Drying out the quilt was usually simple and quick. If it was sunny, ten minutes in direct sunlight would dry out the down and give it a nice, warm puffy feeling when I packed it away again. I never had it on trail where the quilt was so wet that I couldn't dry it out during lunch. That won't be the case for everyone. Lucky me, I guess.
Sleeping in a single wall tent, I occasionally had to deal with moisture build-up inside the tent. When condensation or humidity was really bad, moisture would run down the inside of the tent walls and drip onto the shell of my quilt. The shell of the Revelation is DWR coated, but that only lasts so long. Toward the end of the trail, I noticed the bag was surrendering to the effects of moisture more easily. I wasn't any colder, but the outside of the quilt was definitely "wetter" than when I started the trail. This isn't really a fault with the Revelation in particular, but more with down in general.
When packing the quilt, the Revelation with 950 down stuffs down super small, so it doesn't take up much space in my pack. That was something I was disappointed with regarding sleeping bags—they just don't seem to pack as well as I think they should. With that said, I did notice that the process of jamming the quilt into my pack and taking it out again every day made the down move around inside the baffles. Curiously, the down seems to collect in the foot box. A quick shake usually moves it back into place, but not always. If I don't shake or smooth the down into place, it leaves some cold spots in the quilt. If there were some easy way to fix this, perhaps by dividing up the baffles a little more, it would greatly improve the overall usability of the quilt.
The Enlightened Equipment Revelation 20 is a very good, well priced down quilt. I had originally planned to use a Mountain Hardware Phantom 15 (the long version) on the Pacific Crest Trail. Even though it's a very good down bag, at 2 lbs 4 oz it weighed far more than a comparably rated quilt. Because down traps the most heat when it's at full loft, the compressed down underneath me in the Phantom 15 did pretty much nothing to keep me warm. It was just extra down, extra nylon, and extra weight. A quilt recognizes this fact and simply does away with all that extra material, and relies on a good sleeping pad to trap the heat instead.
Shortly before leaving for the PCT, I ordered my Revelation quilt. I don't regret ditching the sleeping bag, not even a little bit.

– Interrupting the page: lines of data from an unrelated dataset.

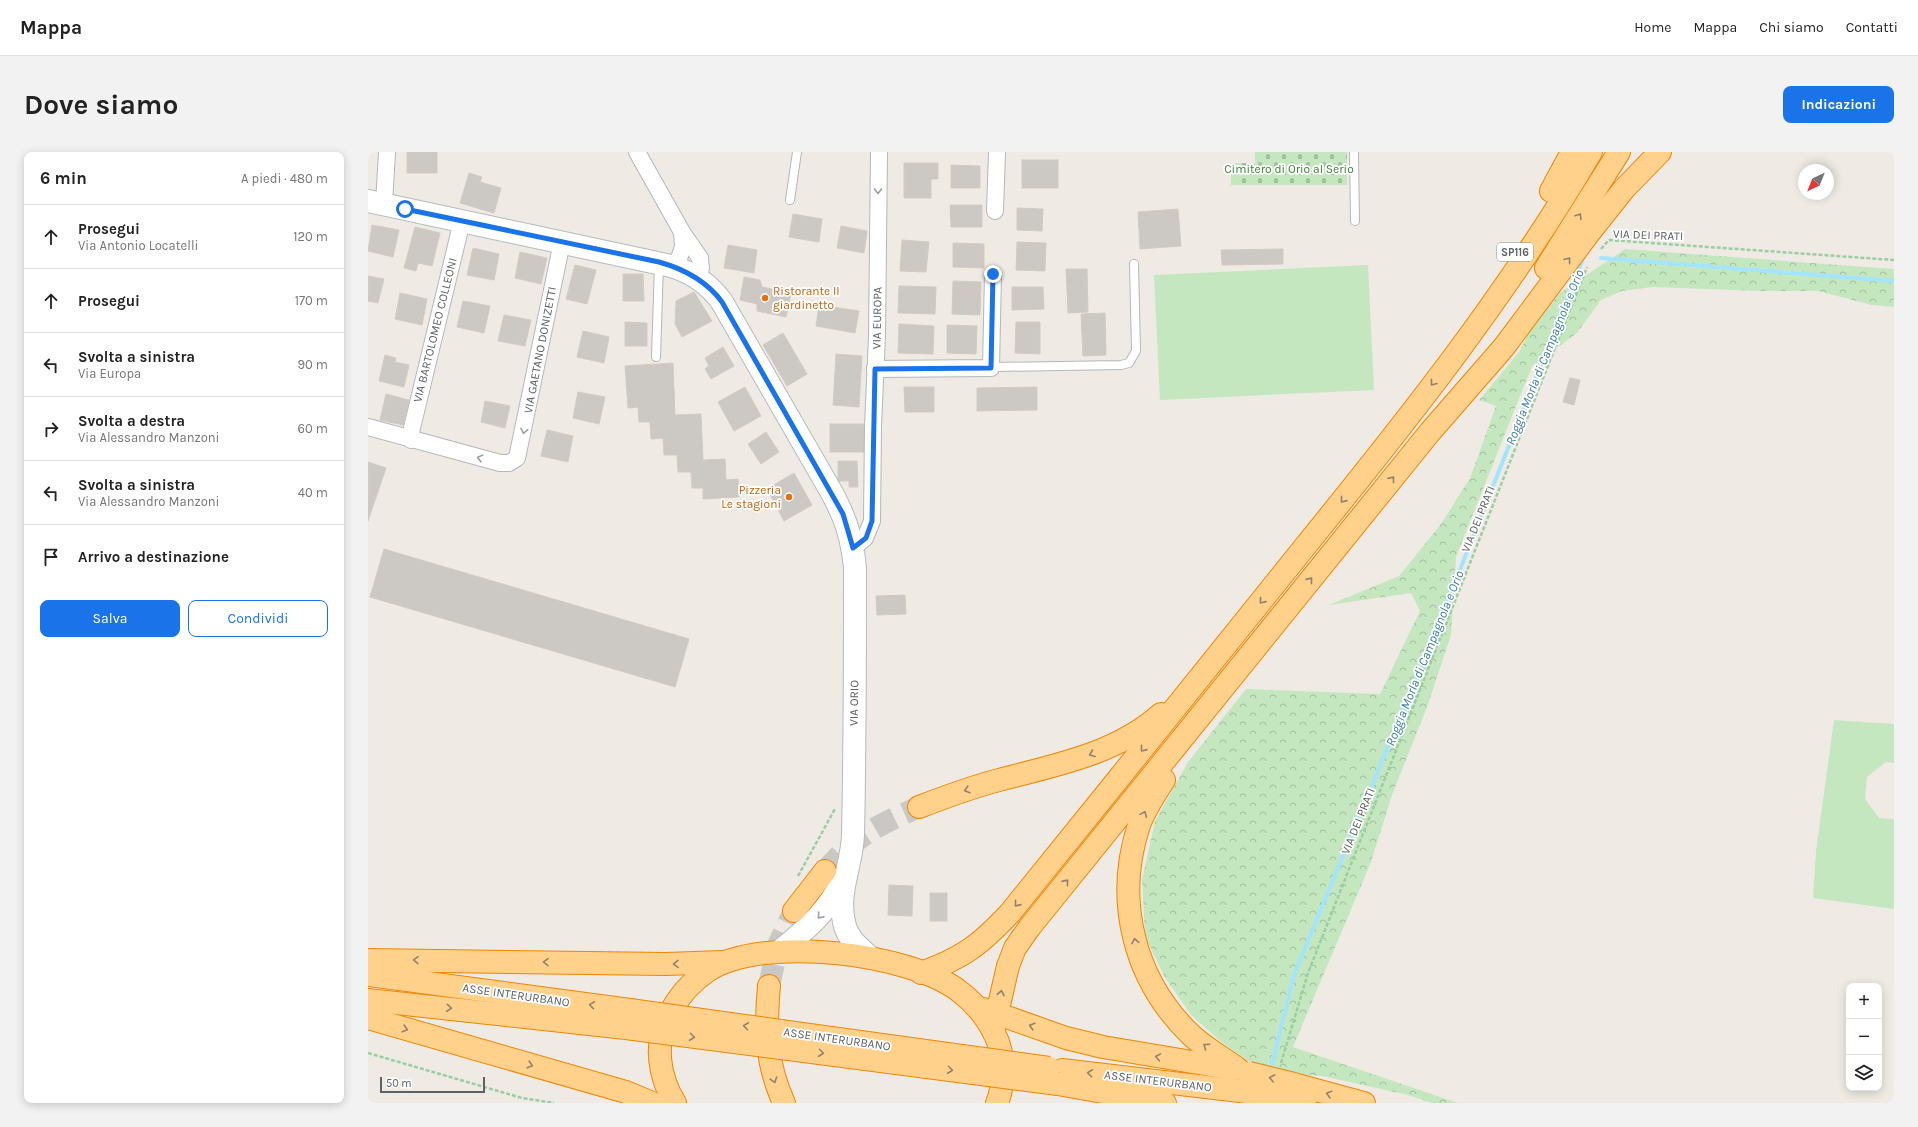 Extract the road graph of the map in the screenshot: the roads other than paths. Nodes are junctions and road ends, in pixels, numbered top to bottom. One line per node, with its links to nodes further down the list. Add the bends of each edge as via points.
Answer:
1 (387, 152): 12 (street)
2 (637, 152): 16 (street)
3 (797, 152): 11 (lane)
4 (879, 152): 25 (street, VIA EUROPA, one-way to 25)
5 (997, 152): 13 (street)
6 (1354, 152): 15 (lane)
7 (1572, 152): 22 (highway, SP116)
8 (1591, 152): 22 (highway, via 1552,217)
9 (1619, 152): 27 (highway, one-way to 9, via 1532,289)
10 (1660, 152): 27 (highway, one-way to 10, via 1504,347 1624,189)
11 (790, 200)
12 (376, 203): 14 (street, VIA ORIO)
13 (995, 211)
14 (462, 221): 17 (street, VIA ORIO); 28 (street, VIA BARTOLOMEO COLLEONI)
15 (1355, 221)
16 (682, 232): 19 (street, via 683,247); 21 (street, via 700,258)
17 (562, 242): 19 (street, VIA ORIO); 28 (street, VIA GAETANO DONIZETTI, one-way to 28, via 517,458 509,463 500,463)
18 (1134, 264): 24 (lane, via 1136,355 1129,363)
19 (667, 265): 21 (street, VIA ORIO); 23 (lane)
20 (993, 274): 24 (street)
21 (698, 279): 29 (street, VIA ORIO, via 715,292 722,302 781,403 843,514)
22 (1457, 352): 31 (highway, one-way to 31, via 1368,469)
23 (656, 357)
24 (992, 367): 25 (street)
25 (875, 369): 29 (street, VIA EUROPA, via 872,521 866,538)
26 (368, 427): 28 (street)
27 (1430, 432): 30 (highway, one-way to 27)
28 (411, 440)
29 (853, 548): 33 (street, VIA ORIO, via 855,672 853,838)
30 (1268, 632): 46 (highway, one-way to 30, via 1008,966 1015,948); 48 (highway, one-way to 30, via 1193,1036 1161,1000 1147,976 1135,946 1128,888 1139,825 1149,802 1168,773 1236,686 1252,663)
31 (1194, 686): 32 (highway, one-way to 32, via 1153,721 1124,739 1093,753); 40 (highway, one-way to 40, via 1010,913 987,937 957,959)
32 (919, 806)
33 (850, 857): 36 (street, VIA ORIO, one-way to 36, via 837,892 827,907); 37 (street, VIA ORIO, via 842,895 846,932)
34 (825, 871): 35 (highway)
35 (794, 911)
36 (780, 951): 37 (highway); 39 (highway)
37 (870, 957): 40 (highway)
38 (368, 960): 39 (highway, one-way to 38, via 666,964)
39 (729, 961): 51 (highway, via 710,969 696,981 673,1006 664,1023 659,1045 660,1059 665,1082)
40 (921, 973): 46 (highway, via 960,991)
41 (368, 975): 45 (highway, ASSE INTERURBANO, one-way to 41)
42 (769, 986): 52 (highway, one-way to 52, via 766,1034 770,1066)
43 (368, 1000): 45 (highway, ASSE INTERURBANO, one-way to 45)
44 (368, 1018): 50 (highway, one-way to 50, via 626,1092)
45 (628, 1019): 47 (highway, ASSE INTERURBANO, bridge)
46 (995, 1023): 48 (highway, one-way to 46); 53 (highway, via 1002,1068 1001,1090)
47 (1060, 1077): 48 (highway, ASSE INTERURBANO, one-way to 47); 54 (highway, ASSE INTERURBANO)
48 (1243, 1078): 49 (highway, one-way to 48, bridge)
49 (1296, 1096): 55 (highway, one-way to 49)
50 (652, 1103)
51 (675, 1103)
52 (784, 1103)
53 (997, 1103)
54 (1165, 1103)
55 (1364, 1103) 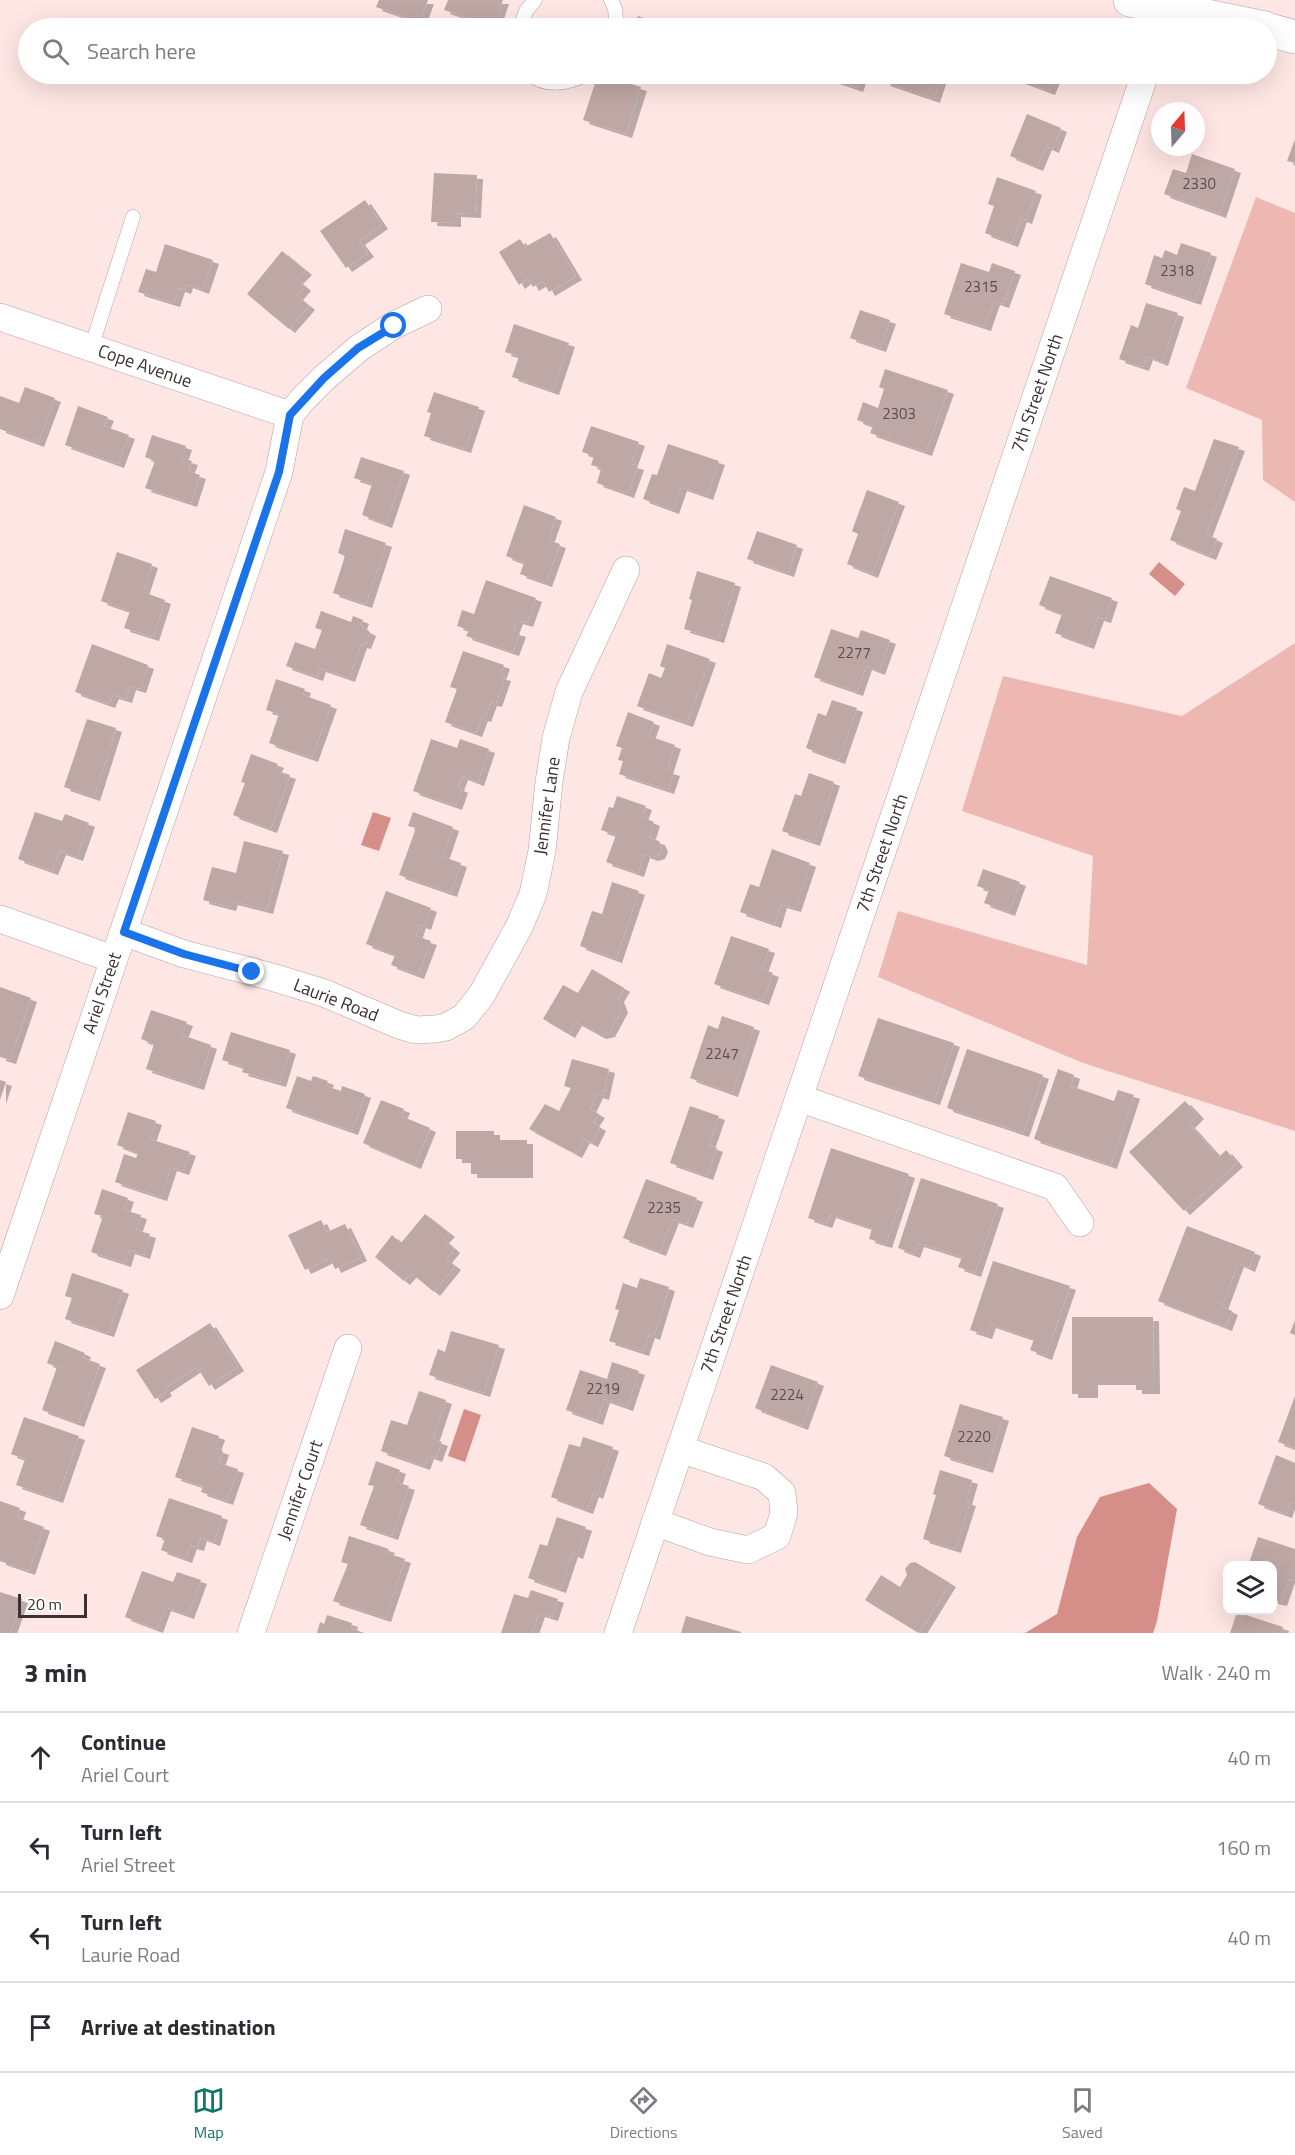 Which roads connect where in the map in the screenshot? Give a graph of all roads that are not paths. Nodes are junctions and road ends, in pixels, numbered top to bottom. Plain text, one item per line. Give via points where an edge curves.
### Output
1 (535, 0) edge
2 (611, 0) edge
3 (1130, 0) edge
4 (524, 18) edge
5 (615, 18) edge
6 (1164, 18) edge
7 (1277, 32) edge
8 (1295, 37) edge
9 (1142, 84) edge
10 (133, 217) dead end
11 (428, 309) dead end
12 (0, 317) edge
13 (91, 348) junction
14 (290, 415) junction
15 (626, 570) dead end
16 (0, 919) edge
17 (124, 932) junction
18 (113, 959) junction
19 (446, 1027) joint
20 (799, 1098) junction
21 (1080, 1223) dead end
22 (0, 1296) edge
23 (348, 1348) dead end
24 (680, 1449) junction
25 (655, 1521) junction
26 (251, 1633) edge
27 (618, 1633) edge

1 - 4 lane
2 - 5 lane
3 - 6 street
7 - 8 street
9 - 20 street, 7th Street North
10 - 13 lane
11 - 14 street via 358,348
12 - 13 street, Cope Avenue
13 - 14 street, Cope Avenue
14 - 17 street, Ariel Street via 279,472
15 - 19 street, Jennifer Lane via 569,692 556,738 533,894 477,1003 464,1017
16 - 18 street
17 - 18 street, Ariel Street
17 - 19 street, Laurie Road via 184,954 324,993 399,1025 416,1030
18 - 22 street, Ariel Street
20 - 21 street via 1055,1187
20 - 24 street, 7th Street North
23 - 26 street, Jennifer Court
24 - 25 street, 7th Street North
24 - 25 street via 764,1477 782,1493 784,1513 777,1536 748,1550 710,1542
25 - 27 street, 7th Street North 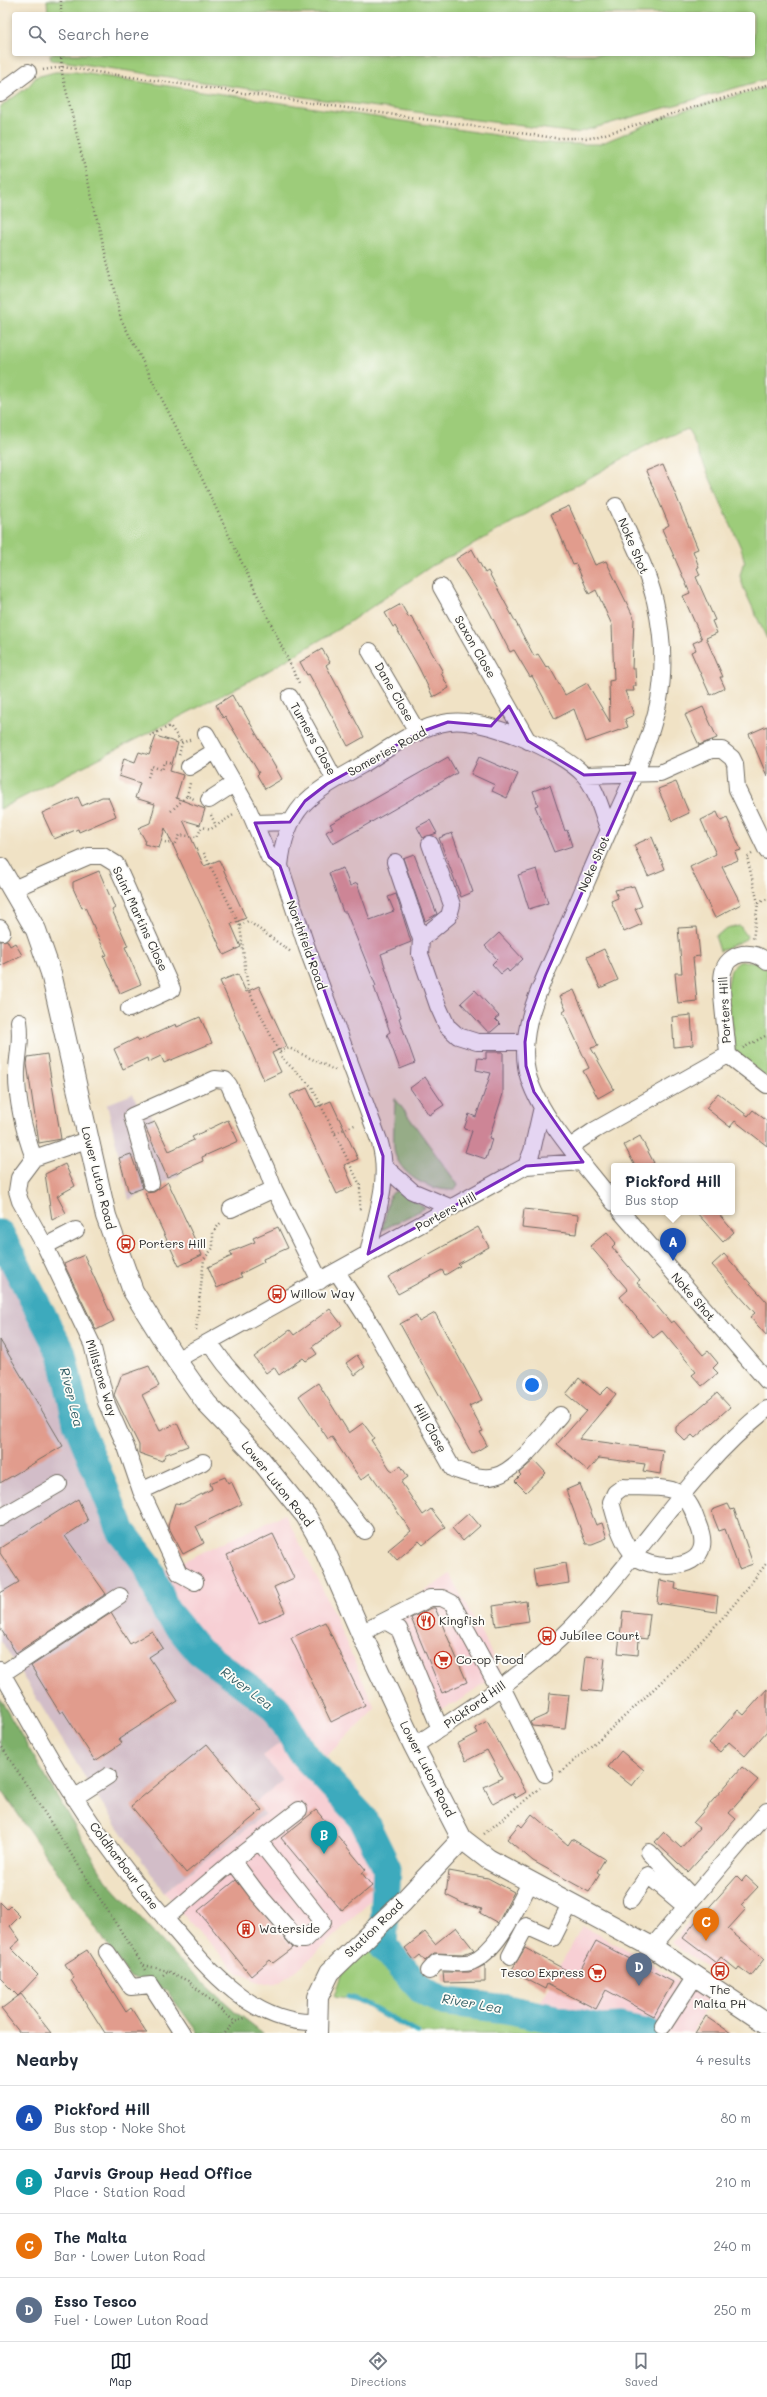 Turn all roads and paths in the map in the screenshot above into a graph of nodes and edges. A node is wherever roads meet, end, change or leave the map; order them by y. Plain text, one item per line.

I can say without a doubt that if I were to do another thruhike of the PCT, I would absolutely go with a down quilt. Would I go with a Revelation again? Maybe. I might consider going with Katabatic, but for the same temperature rating they seem a little heavier and are definitely more expensive. If the quality goes up, then the extra weight and expense might be justified. That said, if you are looking for a new quilt or want to replace your heavy, bulky sleeping bag with something lighter, the Enlightened Equipment Revelation is a solid choice.